Depois dos juízes do Tribunal Constitucional se terem pronunciado, tudo indicava que o PS também desse o dito pelo não dito e enveredasse pelo mesmo caminho o que, devo dizer, seria uma vergonha para a democracia portuguesa. Que a extrema-esquerda, que é tão democrática quanto a extrema-direita, defenda tal coisa não surpreende agora se o PS se deixasse levar...
Quem defende tal coisa; se se diz democrata, devia era ter vergonha na cara! Esqueceram-se por ventura tais figurões que em 1998 esta matéria foi referendada e que venceu o NÃO?! Depois de permanecerem em silêncio durante alguns anos eis que ressurgem novamente com a ideia da despenalização. De início argumentavam que como o número de participantes no referendo foi inferior a 50% este deveria ser repetido mas posteriormente perderam a vergonha toda e queriam por força que a lei fosse aprovada dentro das quatro paredes do Parlamento longe de todos branqueando o passado, ignorando que se realizara um referendo e que o eleitorado decidira democraticamente e em consciência.

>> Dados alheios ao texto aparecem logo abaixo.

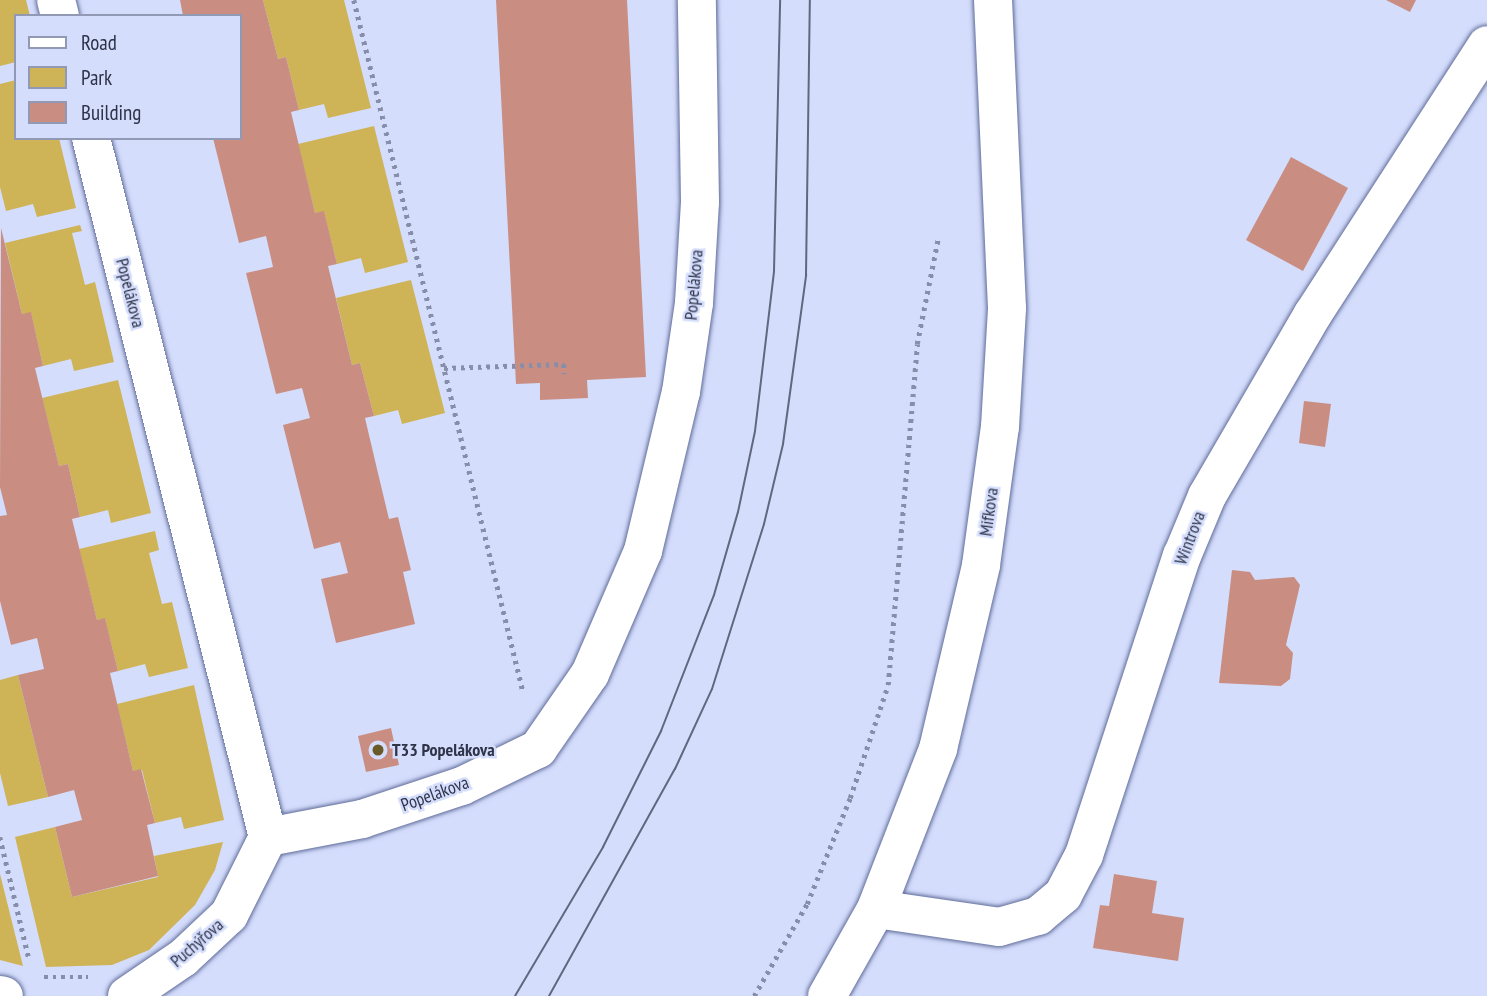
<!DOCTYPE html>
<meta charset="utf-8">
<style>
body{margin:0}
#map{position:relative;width:1487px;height:996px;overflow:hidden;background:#d4ddfc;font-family:"PT Sans Narrow",sans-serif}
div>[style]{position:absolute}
.green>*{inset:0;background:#ceb357}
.building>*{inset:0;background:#c98e81}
.path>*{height:4.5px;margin-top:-2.25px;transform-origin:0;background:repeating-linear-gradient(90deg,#878ea9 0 3.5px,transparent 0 8.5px)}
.roads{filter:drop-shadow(0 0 2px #606c9a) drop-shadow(0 0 2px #606c9a)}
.street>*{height:38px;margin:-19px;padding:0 19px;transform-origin:19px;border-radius:19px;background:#fff}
.secondary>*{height:38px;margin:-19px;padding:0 19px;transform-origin:19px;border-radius:19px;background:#fff}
.tram>*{height:2px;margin:-1px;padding:0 1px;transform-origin:1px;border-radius:1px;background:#61677f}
.dots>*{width:19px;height:19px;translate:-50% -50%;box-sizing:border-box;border:4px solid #d4ddfc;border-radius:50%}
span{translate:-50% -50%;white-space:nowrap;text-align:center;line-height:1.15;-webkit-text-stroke:5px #d4ddfc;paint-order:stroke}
.street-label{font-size:18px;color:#2e3348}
.poi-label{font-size:18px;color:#2e3348;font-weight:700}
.left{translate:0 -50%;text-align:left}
.legend{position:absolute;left:14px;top:14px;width:228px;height:126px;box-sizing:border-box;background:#d4ddfc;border:2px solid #9299b4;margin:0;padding:9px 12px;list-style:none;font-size:21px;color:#2e3348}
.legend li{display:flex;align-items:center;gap:14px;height:35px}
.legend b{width:35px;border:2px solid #9299b4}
</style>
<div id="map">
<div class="green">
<div style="clip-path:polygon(0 0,26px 0,30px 16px,16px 16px,16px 62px,0 66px)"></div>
<div style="clip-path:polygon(263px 0,344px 0,371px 108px,328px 118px,324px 104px,299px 110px,286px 57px,278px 59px)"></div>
<div style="clip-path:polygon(16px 80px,16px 138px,59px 138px,76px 208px,37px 217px,33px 204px,6px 211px,0 187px,0 84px)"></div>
<div style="clip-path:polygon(374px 126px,408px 262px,365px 273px,361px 258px,337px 264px,324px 212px,315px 213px,298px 144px)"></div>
<div style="clip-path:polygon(80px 225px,82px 231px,72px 233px,85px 285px,95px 282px,114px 362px,74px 371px,71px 359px,43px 366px,31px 313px,22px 314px,5px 243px)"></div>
<div style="clip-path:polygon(411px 280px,445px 413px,402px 424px,398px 410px,374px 416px,360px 363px,352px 365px,336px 298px)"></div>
<div style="clip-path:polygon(118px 380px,151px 513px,111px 523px,108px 510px,80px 517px,68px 464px,59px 466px,42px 398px)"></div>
<div style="clip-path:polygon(155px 531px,159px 550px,149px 553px,162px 604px,172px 602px,188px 668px,149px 677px,145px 664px,118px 671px,105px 619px,97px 620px,79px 549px)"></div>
<div style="clip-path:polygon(18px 675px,48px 797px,8px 806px,0 773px,0 680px)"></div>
<div style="clip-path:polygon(194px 685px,224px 820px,184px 829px,181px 817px,155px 823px,142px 770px,133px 771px,117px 704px)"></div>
<div style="clip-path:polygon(55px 827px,72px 897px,158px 877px,154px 856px,223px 842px,215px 870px,195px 905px,149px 950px,112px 965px,46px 967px,15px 837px)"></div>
<div style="clip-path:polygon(0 874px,23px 966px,0 960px)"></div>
</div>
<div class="building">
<div style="clip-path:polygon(180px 0,263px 0,278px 59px,286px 57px,299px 110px,291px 112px,315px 213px,324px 211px,337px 264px,328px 266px,352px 365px,360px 363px,374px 416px,365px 418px,377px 469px,389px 519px,398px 517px,411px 570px,403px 572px,415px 624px,336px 643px,321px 579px,348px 573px,340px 542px,314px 549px,283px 425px,310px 418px,302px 388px,276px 394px,246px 273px,273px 267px,266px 236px,239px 243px,213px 138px,240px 138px,240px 16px,183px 16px)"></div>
<div style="clip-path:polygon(496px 0,627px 0,646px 377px,587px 380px,588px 398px,540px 400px,540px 383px,516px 384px)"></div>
<div style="clip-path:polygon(1386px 0,1416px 0,1410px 12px)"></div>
<div style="clip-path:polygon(1291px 157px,1348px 188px,1303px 271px,1246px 240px)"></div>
<div style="clip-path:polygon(1px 228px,22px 314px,31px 312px,43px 366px,35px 368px,59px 466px,68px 464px,80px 517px,72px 519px,97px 620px,105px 618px,118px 671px,110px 673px,133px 771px,141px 769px,155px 823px,147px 825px,158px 876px,72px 897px,55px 827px,82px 820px,74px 790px,48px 797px,18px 675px,44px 669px,37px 638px,11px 645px,0 601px,0 516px,7px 515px,0 487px)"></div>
<div style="clip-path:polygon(1304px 401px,1331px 404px,1325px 447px,1299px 443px)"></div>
<div style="clip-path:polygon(1232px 570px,1250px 572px,1255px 580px,1294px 577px,1300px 585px,1286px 645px,1293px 653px,1290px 679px,1281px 686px,1219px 683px)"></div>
<div style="clip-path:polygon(391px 728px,399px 765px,366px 772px,358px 736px)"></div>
<div style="clip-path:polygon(1114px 874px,1157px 881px,1152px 913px,1184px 918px,1178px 961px,1093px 948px,1100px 905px,1109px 906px)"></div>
</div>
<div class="path">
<div style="left:354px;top:0;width:711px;rotate:76.26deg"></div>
<div style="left:444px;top:368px;width:120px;rotate:-1.9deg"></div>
<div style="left:564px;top:364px;width:10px;rotate:90deg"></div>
<div style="left:0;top:837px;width:125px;rotate:76.6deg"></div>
<div style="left:44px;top:977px;width:44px"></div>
<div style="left:754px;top:996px;width:106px;rotate:-60.1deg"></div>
<div style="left:807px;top:904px;width:114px;rotate:-67.9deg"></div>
<div style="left:850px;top:798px;width:119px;rotate:-71.4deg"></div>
<div style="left:888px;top:685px;width:342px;rotate:-85.1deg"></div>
<div style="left:917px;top:344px;width:107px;rotate:-78.7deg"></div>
</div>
<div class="roads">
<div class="street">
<div style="left:56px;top:0;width:16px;rotate:76deg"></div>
<div style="left:91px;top:138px;width:721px;rotate:75.79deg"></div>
<div style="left:268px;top:837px;width:96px;rotate:-10.8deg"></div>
<div style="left:362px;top:819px;width:105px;rotate:-18.3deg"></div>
<div style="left:462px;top:786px;width:85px;rotate:-26deg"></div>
<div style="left:538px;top:749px;width:91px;rotate:-55.3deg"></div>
<div style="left:590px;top:674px;width:134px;rotate:-66.7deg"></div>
<div style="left:643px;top:551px;width:163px;rotate:-76.6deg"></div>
<div style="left:681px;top:392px;width:90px;rotate:-81.7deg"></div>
<div style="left:694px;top:303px;width:101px;rotate:-86.6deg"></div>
<div style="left:700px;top:202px;width:202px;rotate:-90.9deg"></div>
<div style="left:876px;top:909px;width:124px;rotate:8.3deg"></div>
<div style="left:999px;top:927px;width:41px;rotate:-15.8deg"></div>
<div style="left:1038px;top:916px;width:33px;rotate:-40deg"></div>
<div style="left:1063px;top:895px;width:45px;rotate:-62.3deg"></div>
<div style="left:1084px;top:855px;width:315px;rotate:-71.9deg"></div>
<div style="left:1182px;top:556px;width:65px;rotate:-67.4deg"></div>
<div style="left:1207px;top:496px;width:211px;rotate:-59.8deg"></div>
<div style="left:1313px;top:314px;width:320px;rotate:-57.1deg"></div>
<div style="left:0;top:995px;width:4px;rotate:14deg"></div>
<div style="left:127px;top:996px;width:68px;rotate:-34.2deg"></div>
<div style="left:183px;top:958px;width:63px;rotate:-43.1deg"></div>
<div style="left:229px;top:915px;width:87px;rotate:-63.4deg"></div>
</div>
<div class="secondary">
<div style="left:827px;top:996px;width:100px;rotate:-60.6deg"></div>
<div style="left:876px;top:909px;width:172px;rotate:-68.8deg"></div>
<div style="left:938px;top:749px;width:189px;rotate:-76.8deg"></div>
<div style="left:981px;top:565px;width:139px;rotate:-82.2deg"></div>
<div style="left:1000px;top:427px;width:119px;rotate:-86.6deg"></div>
<div style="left:1007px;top:308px;width:308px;rotate:-92.6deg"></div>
</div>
</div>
<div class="tram">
<div style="left:515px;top:996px;width:173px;rotate:-59.4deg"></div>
<div style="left:603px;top:847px;width:130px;rotate:-63.4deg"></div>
<div style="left:661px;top:731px;width:146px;rotate:-68.7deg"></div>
<div style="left:714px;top:595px;width:86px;rotate:-73.9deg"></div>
<div style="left:738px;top:512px;width:83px;rotate:-78.1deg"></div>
<div style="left:755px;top:431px;width:161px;rotate:-83.2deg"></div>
<div style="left:774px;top:271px;width:271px;rotate:-88.7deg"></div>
<div style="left:549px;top:996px;width:260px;rotate:-61deg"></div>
<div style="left:675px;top:769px;width:88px;rotate:-65.2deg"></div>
<div style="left:712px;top:689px;width:173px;rotate:-72.5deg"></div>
<div style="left:764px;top:524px;width:82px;rotate:-76.6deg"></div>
<div style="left:783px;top:444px;width:171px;rotate:-82.2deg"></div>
<div style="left:806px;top:275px;width:275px;rotate:-89.2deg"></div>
</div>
<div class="dots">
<div style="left:378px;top:750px;background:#6a5a28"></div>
</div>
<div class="street-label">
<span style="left:694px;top:285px;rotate:-85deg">Popelákova</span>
<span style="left:130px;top:293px;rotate:76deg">Popelákova</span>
<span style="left:989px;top:512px;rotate:-82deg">Mifkova</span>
<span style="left:1190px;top:538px;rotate:-69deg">Wintrova</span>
<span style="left:435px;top:794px;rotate:-20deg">Popelákova</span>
<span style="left:197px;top:943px;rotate:-41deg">Puchýřova</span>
</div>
<div class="poi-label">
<span class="left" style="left:392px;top:750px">T33 Popelákova</span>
</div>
<ul class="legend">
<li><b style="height:9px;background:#fff"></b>Road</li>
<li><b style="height:19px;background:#ceb357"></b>Park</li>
<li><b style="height:19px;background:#c98e81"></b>Building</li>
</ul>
</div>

Não se pense que o que faço aqui é a apologia do NÃO! Se fosse o SIM que tivesse vencido, nas mesmas circunstancias, em 98, e fosse agora o PSD ou o CDS-PP a barafustarem para impor o NÃO, desse por onde desse, no Parlamento, eu teria saído a terreiro na mesma a criticar tão vergonhoso e antidemocrático procedimento! O que está aqui em causa é uma questão de democracia e não do sentido de voto numa determinada matéria. Então eu e outros milhões de portugueses fizeram o possível e o impossível para ir votar, disseram de sua justiça, independentemente de qualquer que fosse o sentido da sua decisão e depois passados meia dúzia de anos vêm dizer-nos que aquilo que nós expressamos nas urnas não tem valor algum e que nos limitamos a fazer figura de palhaços indo votar?! E diz-se esta gente democrática?!
Com esta decisão, a minha consideração por Sócrates aumentou muito. Embora eu não acredite muito nele (sempre o considerei semelhante a Santana Lopes) e o tenha visto a quebrar muitas promessas eleitorais – o que para mim não constituiu surpresa rigorosamente alguma pois muitas dessas promessas são pura e simplesmente irrealizáveis não passando apenas de promessas com objectivos eleitorais sendo por essa e por outras que eu não votei PS nestas legislativas (só se deixou enganar quem quis) – o que é certo é que, fosse pelo que fosse, Sócrates, neste caso soube manter-se firme nas suas promessas e revelou, em simultâneo, um apurado sentido democrático. Espero agora que não dei o dito pelo não dito!